*** Opening of Records provided ***

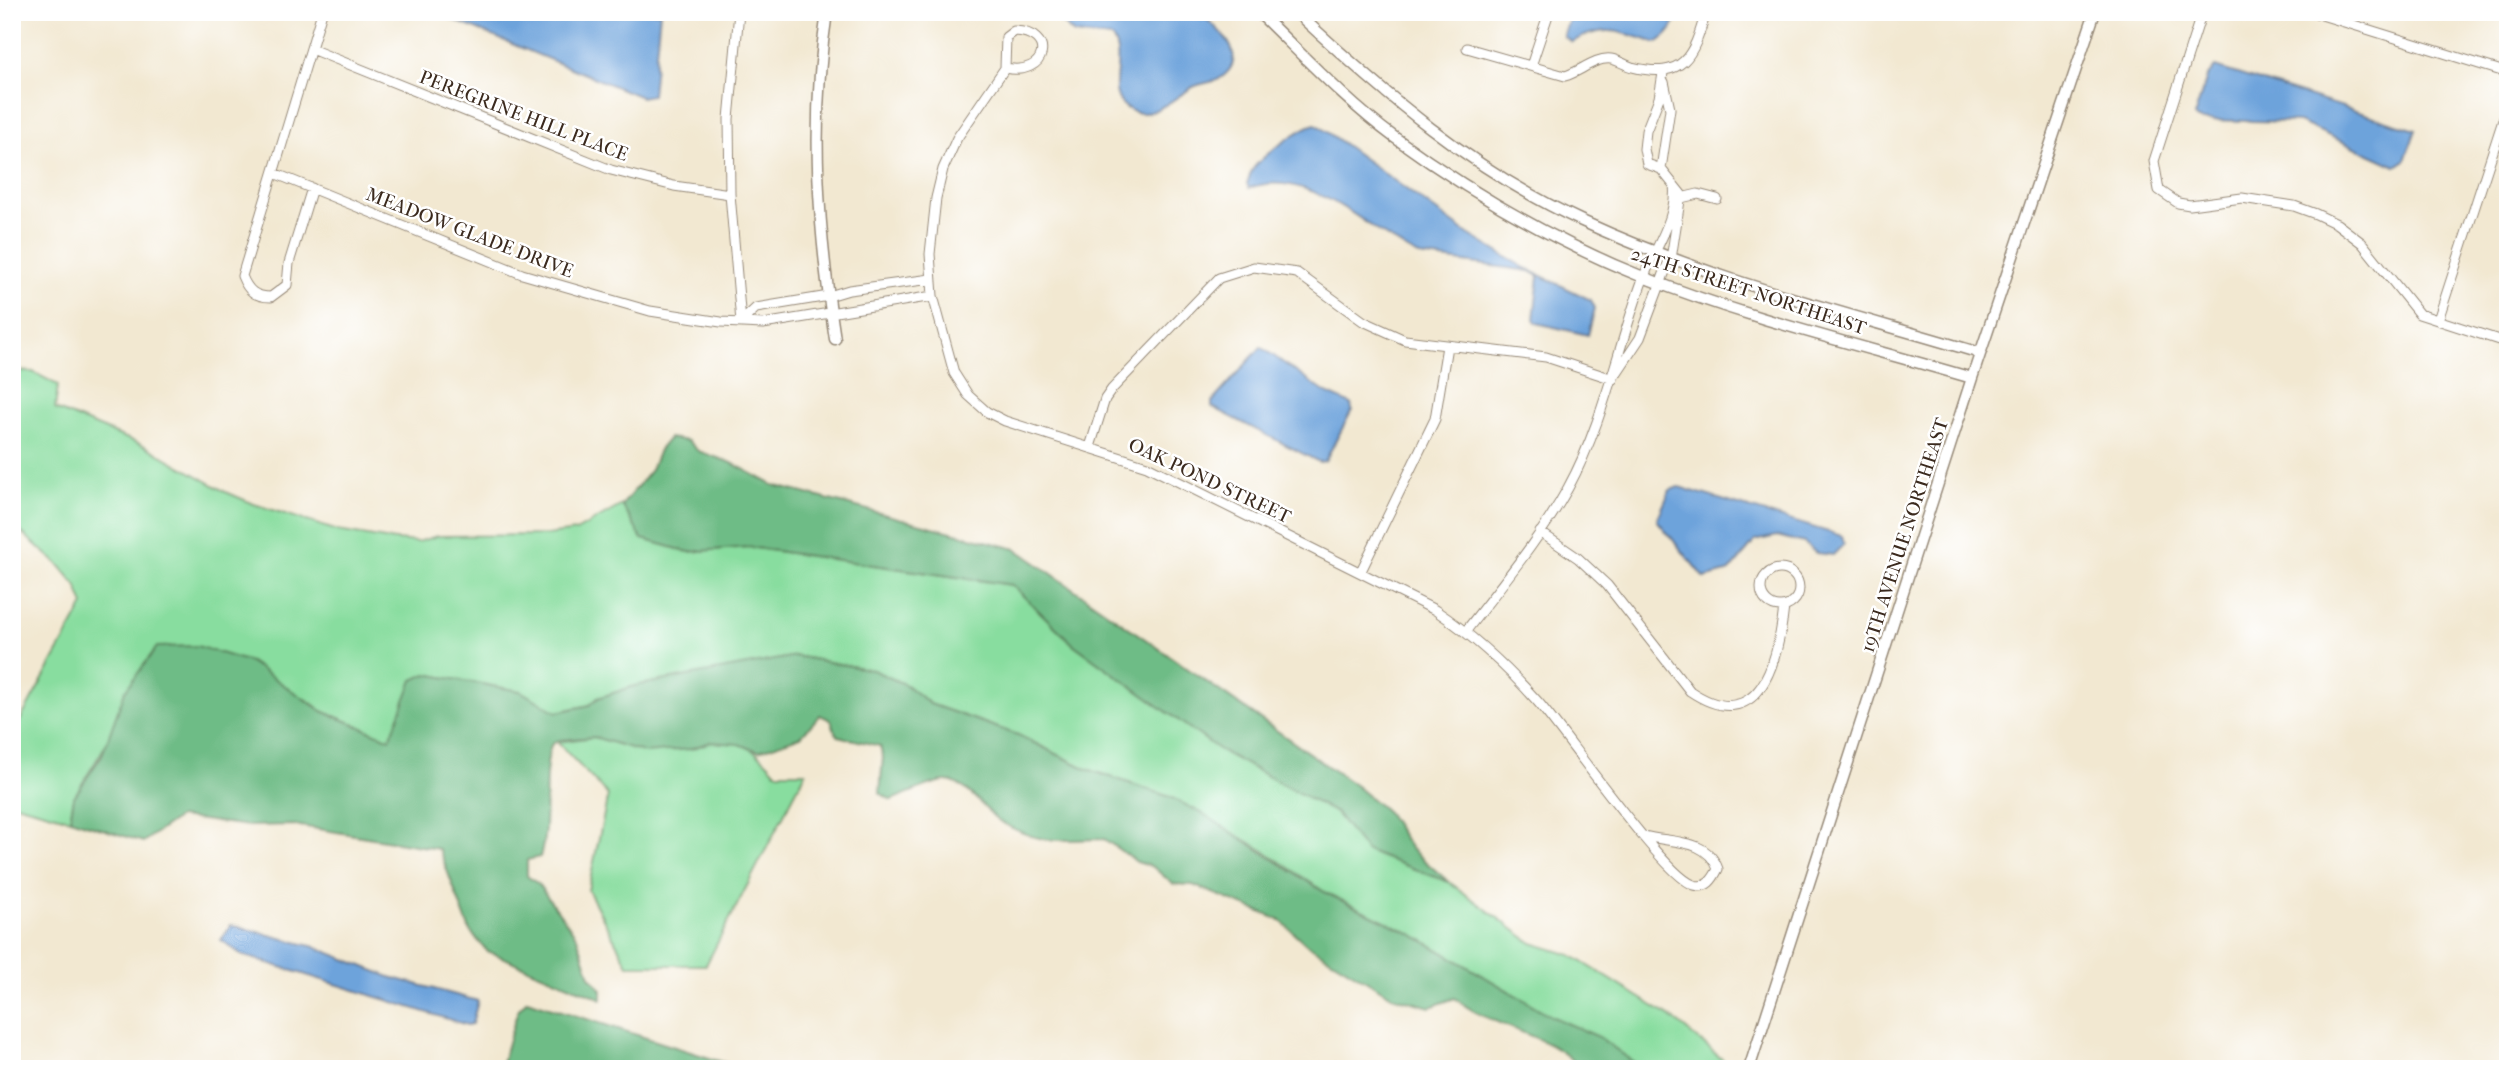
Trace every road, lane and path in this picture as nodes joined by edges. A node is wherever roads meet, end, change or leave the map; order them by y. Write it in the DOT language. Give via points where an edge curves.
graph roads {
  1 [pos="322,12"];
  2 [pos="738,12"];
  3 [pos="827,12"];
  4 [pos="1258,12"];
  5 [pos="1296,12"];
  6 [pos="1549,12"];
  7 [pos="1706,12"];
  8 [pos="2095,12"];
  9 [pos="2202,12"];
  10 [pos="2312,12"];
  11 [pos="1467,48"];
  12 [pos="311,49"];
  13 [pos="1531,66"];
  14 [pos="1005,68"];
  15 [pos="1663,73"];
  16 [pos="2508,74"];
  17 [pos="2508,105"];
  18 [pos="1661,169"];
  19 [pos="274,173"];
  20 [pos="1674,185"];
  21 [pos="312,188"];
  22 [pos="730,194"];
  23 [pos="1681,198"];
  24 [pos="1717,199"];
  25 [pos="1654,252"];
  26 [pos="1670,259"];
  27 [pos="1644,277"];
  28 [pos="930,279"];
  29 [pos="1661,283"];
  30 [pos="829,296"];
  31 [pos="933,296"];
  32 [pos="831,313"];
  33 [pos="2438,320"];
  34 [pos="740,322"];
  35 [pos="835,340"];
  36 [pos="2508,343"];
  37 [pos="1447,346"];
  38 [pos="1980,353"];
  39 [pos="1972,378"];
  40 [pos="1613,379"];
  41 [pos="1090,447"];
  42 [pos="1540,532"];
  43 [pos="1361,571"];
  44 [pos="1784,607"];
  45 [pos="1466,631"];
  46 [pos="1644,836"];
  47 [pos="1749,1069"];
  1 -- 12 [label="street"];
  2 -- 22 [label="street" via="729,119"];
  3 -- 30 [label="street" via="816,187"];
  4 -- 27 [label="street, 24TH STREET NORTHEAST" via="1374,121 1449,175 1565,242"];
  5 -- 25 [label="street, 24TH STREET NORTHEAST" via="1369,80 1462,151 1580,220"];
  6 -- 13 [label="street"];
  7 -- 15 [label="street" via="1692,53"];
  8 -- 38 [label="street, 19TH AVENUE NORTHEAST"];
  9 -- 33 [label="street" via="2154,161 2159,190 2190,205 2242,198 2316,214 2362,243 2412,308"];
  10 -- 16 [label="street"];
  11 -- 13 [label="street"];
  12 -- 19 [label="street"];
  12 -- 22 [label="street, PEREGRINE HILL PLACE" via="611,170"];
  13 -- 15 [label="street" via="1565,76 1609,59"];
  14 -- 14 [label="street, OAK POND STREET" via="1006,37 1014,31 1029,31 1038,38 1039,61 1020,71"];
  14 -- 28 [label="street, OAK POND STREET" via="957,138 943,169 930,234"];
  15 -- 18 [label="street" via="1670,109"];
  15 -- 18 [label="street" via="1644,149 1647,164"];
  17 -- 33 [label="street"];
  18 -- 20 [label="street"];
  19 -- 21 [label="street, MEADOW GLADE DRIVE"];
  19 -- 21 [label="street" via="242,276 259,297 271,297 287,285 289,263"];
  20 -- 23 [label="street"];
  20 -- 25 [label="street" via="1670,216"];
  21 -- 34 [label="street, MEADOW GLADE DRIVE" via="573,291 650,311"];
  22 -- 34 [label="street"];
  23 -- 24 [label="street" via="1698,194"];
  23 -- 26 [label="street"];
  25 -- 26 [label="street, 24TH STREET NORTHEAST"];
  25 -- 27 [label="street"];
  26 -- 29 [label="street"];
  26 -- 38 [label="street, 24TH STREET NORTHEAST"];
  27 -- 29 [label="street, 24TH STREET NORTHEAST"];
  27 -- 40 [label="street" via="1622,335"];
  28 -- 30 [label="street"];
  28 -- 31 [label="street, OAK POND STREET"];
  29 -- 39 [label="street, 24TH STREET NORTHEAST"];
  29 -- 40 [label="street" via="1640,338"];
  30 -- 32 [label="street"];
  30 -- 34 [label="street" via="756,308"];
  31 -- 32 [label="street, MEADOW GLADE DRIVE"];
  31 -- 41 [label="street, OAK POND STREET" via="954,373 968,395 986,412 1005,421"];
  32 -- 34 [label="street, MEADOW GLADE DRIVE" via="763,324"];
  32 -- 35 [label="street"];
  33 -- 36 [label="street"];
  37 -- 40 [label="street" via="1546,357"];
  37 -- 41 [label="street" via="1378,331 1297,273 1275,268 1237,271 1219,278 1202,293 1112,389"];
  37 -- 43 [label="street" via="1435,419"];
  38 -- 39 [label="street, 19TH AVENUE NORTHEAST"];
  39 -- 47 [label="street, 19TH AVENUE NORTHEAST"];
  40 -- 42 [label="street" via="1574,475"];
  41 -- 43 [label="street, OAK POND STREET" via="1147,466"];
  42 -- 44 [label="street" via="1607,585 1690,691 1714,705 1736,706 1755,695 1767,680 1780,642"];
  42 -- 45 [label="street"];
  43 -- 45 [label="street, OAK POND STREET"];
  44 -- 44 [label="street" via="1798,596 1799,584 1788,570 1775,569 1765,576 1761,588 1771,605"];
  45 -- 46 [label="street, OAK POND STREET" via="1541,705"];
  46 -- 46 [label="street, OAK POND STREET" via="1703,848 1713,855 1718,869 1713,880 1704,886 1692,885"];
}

*** Close of Records provided ***
*** Opening of Records provided ***

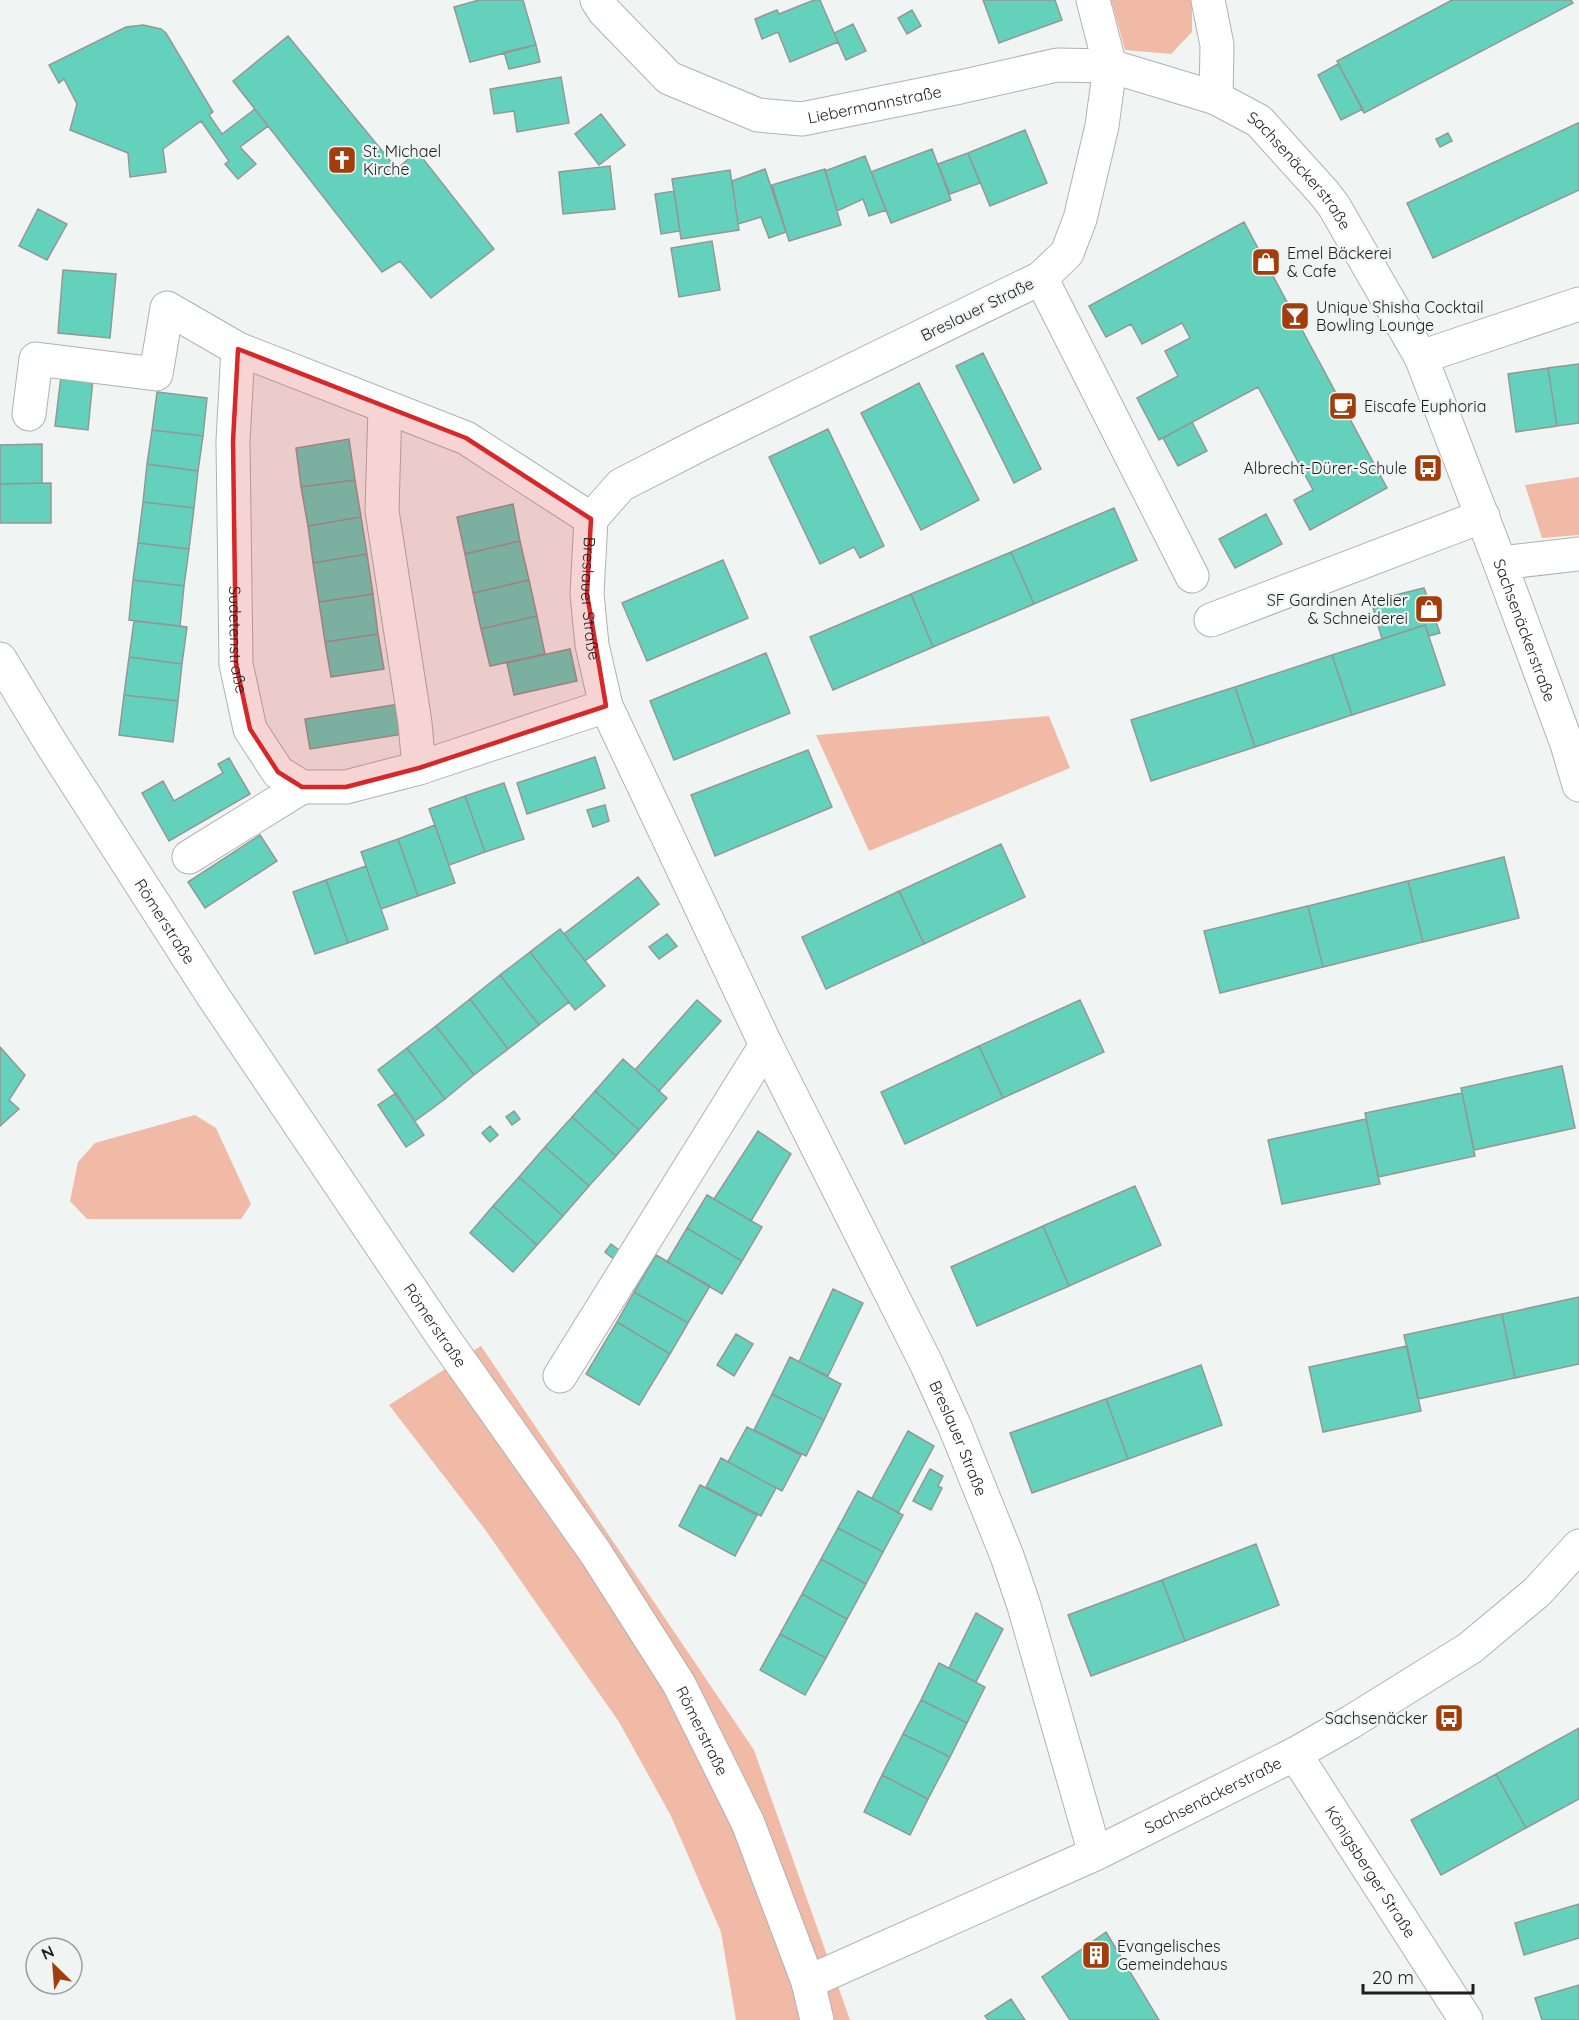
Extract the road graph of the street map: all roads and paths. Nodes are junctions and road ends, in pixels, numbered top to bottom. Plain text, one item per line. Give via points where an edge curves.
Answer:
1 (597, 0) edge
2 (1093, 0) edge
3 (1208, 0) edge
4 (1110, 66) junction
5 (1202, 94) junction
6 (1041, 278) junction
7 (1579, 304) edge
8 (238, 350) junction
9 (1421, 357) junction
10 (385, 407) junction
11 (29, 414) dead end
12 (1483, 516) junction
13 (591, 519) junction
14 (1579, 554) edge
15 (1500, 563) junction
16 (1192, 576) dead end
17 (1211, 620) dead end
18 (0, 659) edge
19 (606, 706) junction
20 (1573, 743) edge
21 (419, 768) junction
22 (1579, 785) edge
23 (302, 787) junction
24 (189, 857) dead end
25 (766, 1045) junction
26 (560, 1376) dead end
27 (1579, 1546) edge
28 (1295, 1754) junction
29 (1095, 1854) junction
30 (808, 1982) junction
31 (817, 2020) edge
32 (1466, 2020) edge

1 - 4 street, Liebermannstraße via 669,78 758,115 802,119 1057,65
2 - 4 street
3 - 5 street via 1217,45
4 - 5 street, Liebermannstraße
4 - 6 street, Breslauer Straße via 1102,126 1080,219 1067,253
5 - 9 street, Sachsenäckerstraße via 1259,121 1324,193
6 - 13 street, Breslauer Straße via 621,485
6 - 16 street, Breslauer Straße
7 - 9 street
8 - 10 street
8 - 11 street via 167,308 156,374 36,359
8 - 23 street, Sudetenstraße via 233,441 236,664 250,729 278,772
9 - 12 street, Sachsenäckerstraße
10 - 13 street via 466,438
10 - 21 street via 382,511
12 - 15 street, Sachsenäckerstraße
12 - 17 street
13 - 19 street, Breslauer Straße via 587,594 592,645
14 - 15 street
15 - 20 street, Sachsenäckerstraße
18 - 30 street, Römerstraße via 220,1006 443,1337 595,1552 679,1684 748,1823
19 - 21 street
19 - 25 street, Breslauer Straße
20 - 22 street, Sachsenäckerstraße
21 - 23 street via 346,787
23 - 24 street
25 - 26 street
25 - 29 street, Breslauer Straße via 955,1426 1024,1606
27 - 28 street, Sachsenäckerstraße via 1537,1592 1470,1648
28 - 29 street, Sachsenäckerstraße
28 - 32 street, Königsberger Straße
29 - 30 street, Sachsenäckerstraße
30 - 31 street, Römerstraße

*** Close of Records provided ***

■ **Description of the task**
What lines in the material above contain the word "Römerstraße"? Copy them out.

■ **Exercise result**
18 - 30 street, Römerstraße via 220,1006 443,1337 595,1552 679,1684 748,1823
30 - 31 street, Römerstraße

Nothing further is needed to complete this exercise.